Just ask Xeround’s customers.
Learning From Xeround’s Failure
Recently the Database-as-a-Service (DaaS) provider terminated its cloud database service, giving free users a week to pack up and move on, and paid customers just two weeks:
“Xeround’s leadership forum has recently decided to re-focus the company’s effort. This means we will no longer be able to support our service over public clouds, across all of our currently active data centers… We ask you to please export your database instance and migrate your database to another service of your choosing before the termination date… We regret the inconvenience this causes you.”
It’s a nice thought, if not particularly helpful. Moving to an alternative solution is easier said than done. Migration between products, cloud or otherwise, is never particularly easy, often by design.
In the case of Xeround, which promises 100% MySQL compatibility, migrating to MySQL might not be difficult. But what if you wanted to move to an alternative database? Or what if instead of a database or other somewhat swappable infrastructure you were hoping to migrate off a SaaS application?
Good luck with that.
Open Source As A Safety Net
Could open source help with this? While not a panacea, giving users both a cloud service and an on-premises deployment, with the latter offered as open source, would ensure a robust back-up plan. It might also give them comfort to use the cloud service in the first place.
As Eucalyptus CEO Marten Mickos argues, infrastructure software is almost entirely open source now as developers “require access to the details [of their cloud infrastructure] — not just to have the ability to do the same, but for the ability to verify the quality and modify to fit their needs.” Businesses are embracing the cloud because it yields cost and convenience benefits, as Forrester’s Ted Schadler posits. Add to this developer peace-of-mind and it’s a near-perfect combination.

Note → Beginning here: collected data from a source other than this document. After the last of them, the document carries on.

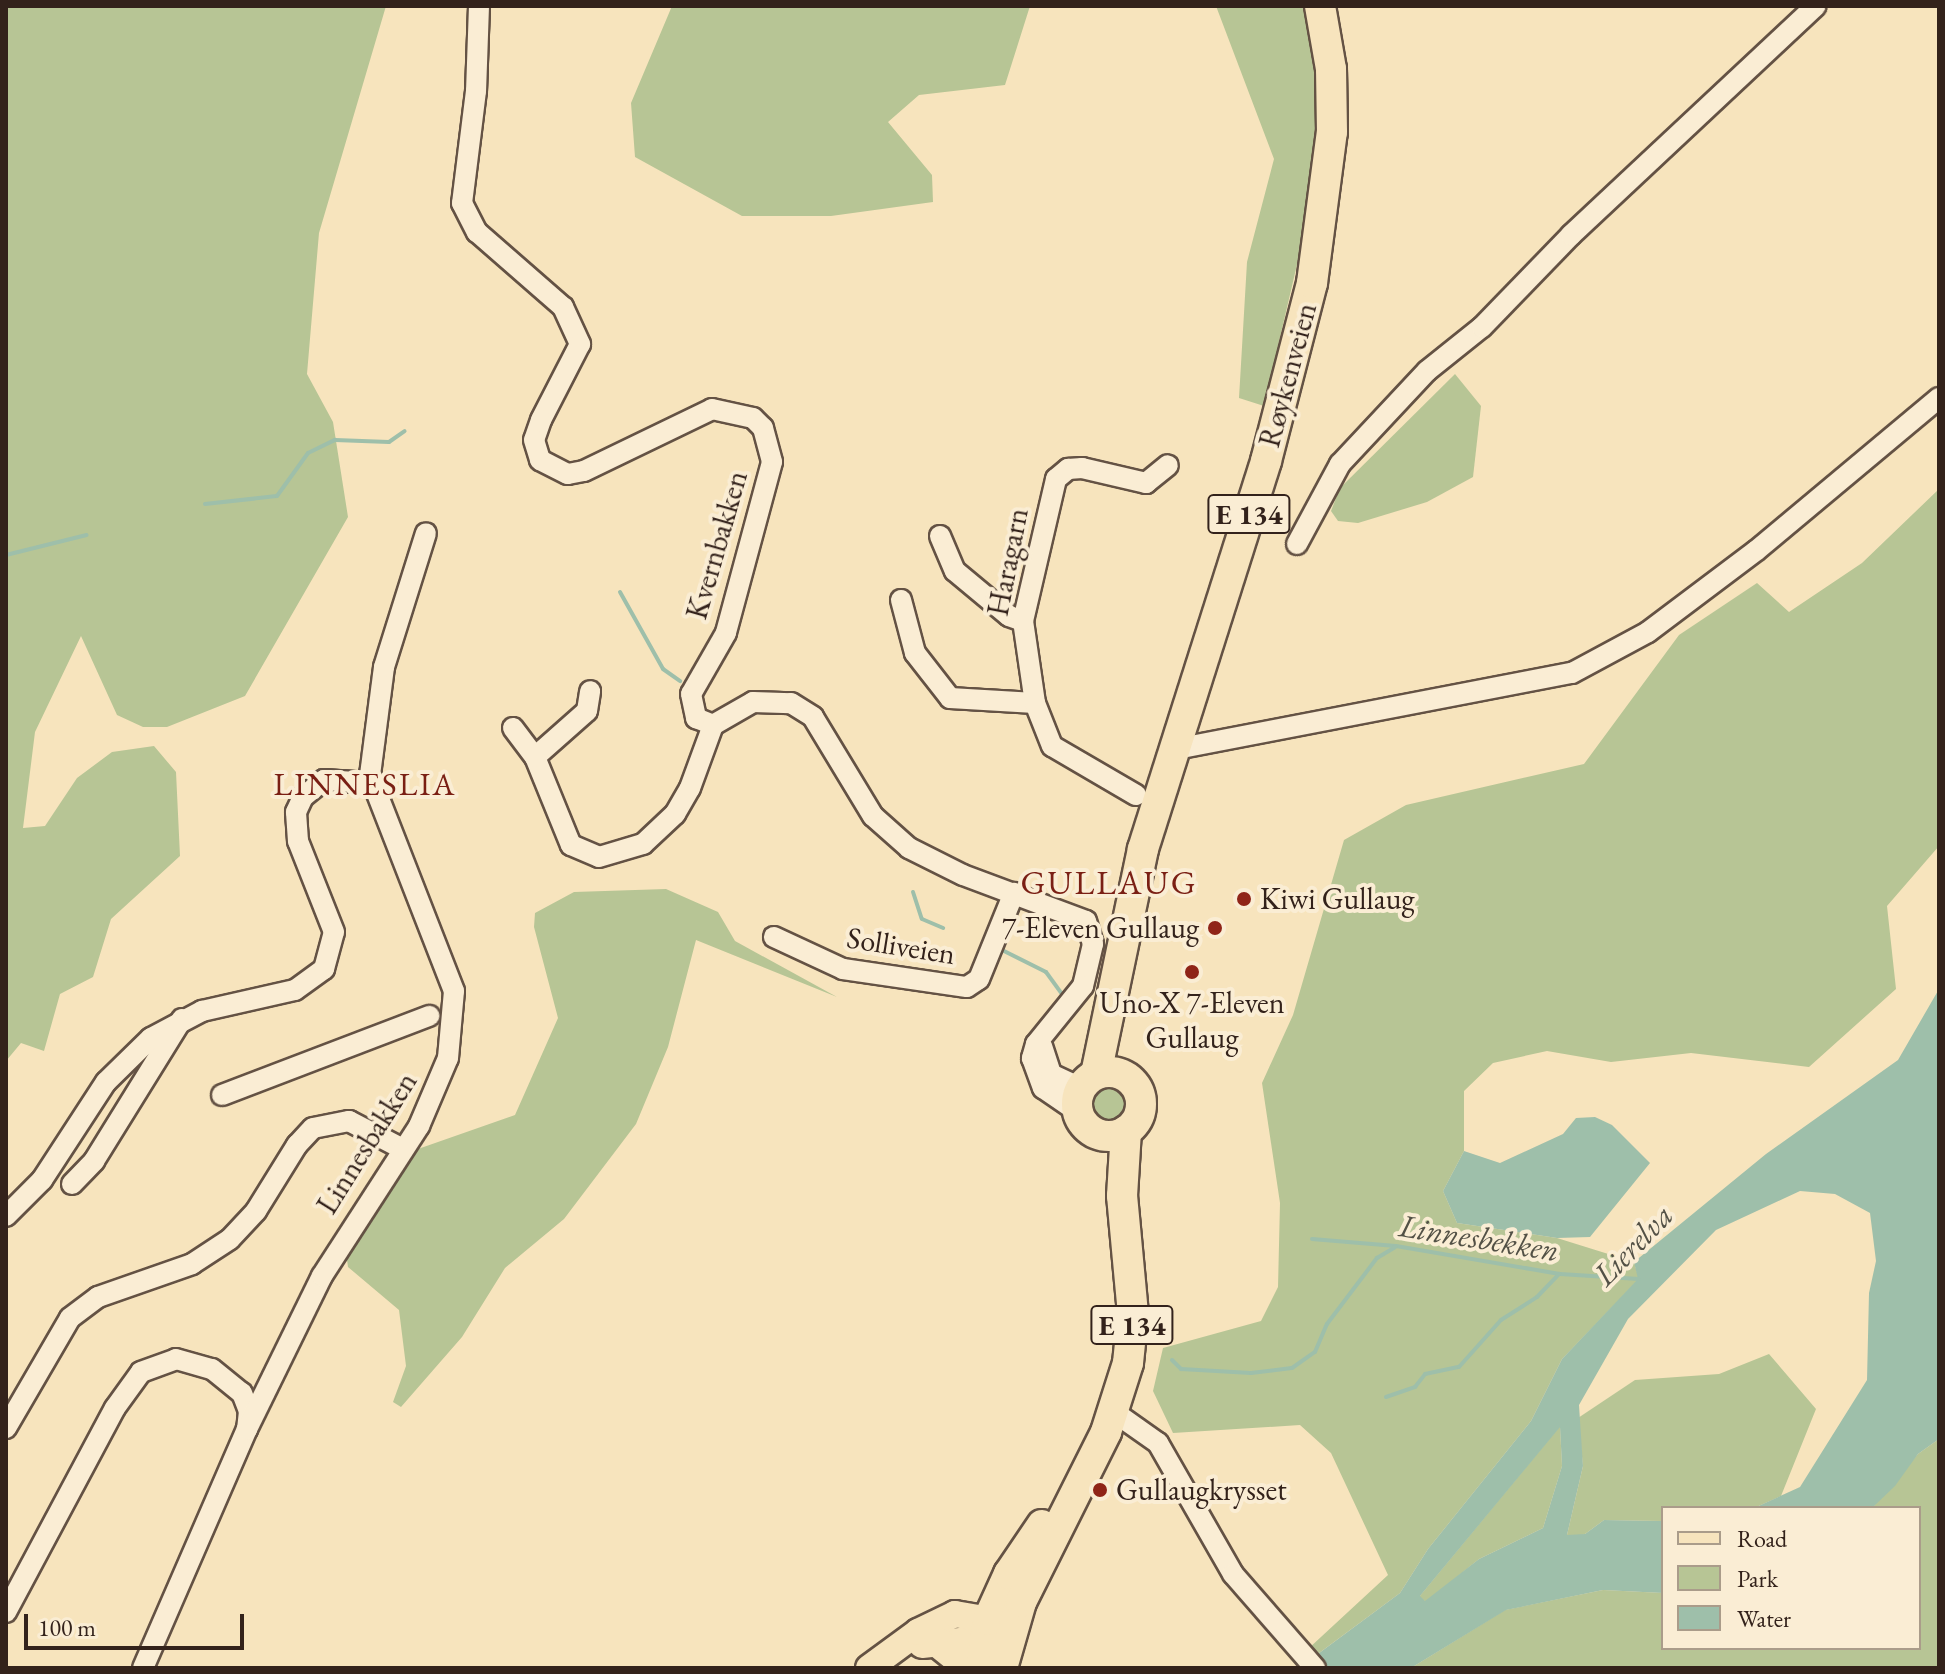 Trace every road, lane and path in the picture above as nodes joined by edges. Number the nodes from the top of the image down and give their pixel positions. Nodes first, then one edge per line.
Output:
1 (479, 6) edge
2 (1320, 6) edge
3 (1816, 6) edge
4 (1939, 398) edge
5 (1168, 465) dead end
6 (426, 533) dead end
7 (940, 536) dead end
8 (1297, 544) dead end
9 (901, 600) dead end
10 (1023, 621) junction
11 (590, 691) dead end
12 (1035, 703) junction
13 (713, 725) junction
14 (513, 728) dead end
15 (1176, 749) junction
16 (535, 757) junction
17 (371, 783) junction
18 (1136, 795) dead end
19 (1014, 893) junction
20 (774, 937) dead end
21 (429, 1016) dead end
22 (182, 1019) junction
23 (222, 1095) dead end
24 (1100, 1102) junction
25 (403, 1149) junction
26 (72, 1184) dead end
27 (6, 1216) edge
28 (280, 1363) junction
29 (236, 1385) junction
30 (1114, 1412) junction
31 (6, 1428) edge
32 (247, 1429) junction
33 (6, 1612) edge
34 (994, 1631) junction
35 (939, 1643) junction
36 (892, 1654) junction
37 (1310, 1663) edge
38 (143, 1668) edge
39 (869, 1668) edge
40 (970, 1668) edge
41 (981, 1668) edge
42 (1002, 1668) edge

1 - 13 street, Kvernbakken
2 - 15 highway, Røykenveien / E 134
3 - 8 street
4 - 15 street
5 - 10 street, Haragarn
6 - 17 street, Linnesbakken
7 - 10 street
9 - 12 street
10 - 12 street, Haragarn
11 - 16 street
12 - 18 street, Haragarn
13 - 16 street
13 - 19 street
14 - 16 street
15 - 24 highway, Røykenveien / E 134
17 - 22 street
17 - 25 street, Linnesbakken
19 - 20 street, Solliveien
19 - 24 street
21 - 23 street
22 - 26 street
22 - 27 street
24 - 30 highway, Røykenveien / E 134
25 - 28 street, Linnesbakken
25 - 31 street
28 - 29 street
28 - 32 street, Linnesbakken
29 - 32 street
29 - 33 street
30 - 34 highway, Røykenveien / E 134
30 - 37 street
32 - 38 street, Linnesbakken
34 - 35 main road
34 - 36 main road
34 - 41 highway, Røykenveien / E 134
34 - 42 highway, Røykenveien / E 134
35 - 36 main road
35 - 40 highway
36 - 39 main road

This isn’t really about source code. While some will want to tinker with code, doing so will generally void your contract with a vendor. Instead it’s about security once the vendor fails or cancels a service: moving a cloud service to your data center, even if only temporarily, buys you time and makes the initiatl investment in the cloud much less precarious.
What’s Your Back-Up Plan?
As organizations move to the cloud, increasingly with a ‘cloud first’ policy, having a back-up in mind is important. Open source is one option that seems to be working for SugarCRM, Eucalyptus and others. But what’s your cloud back-up plan? Frequent data dumps? If you had the chance to migrate your end-of-life SaaS application to an on-premises, open-source deployment, would you do it?
Image courtesy of Shutterstock.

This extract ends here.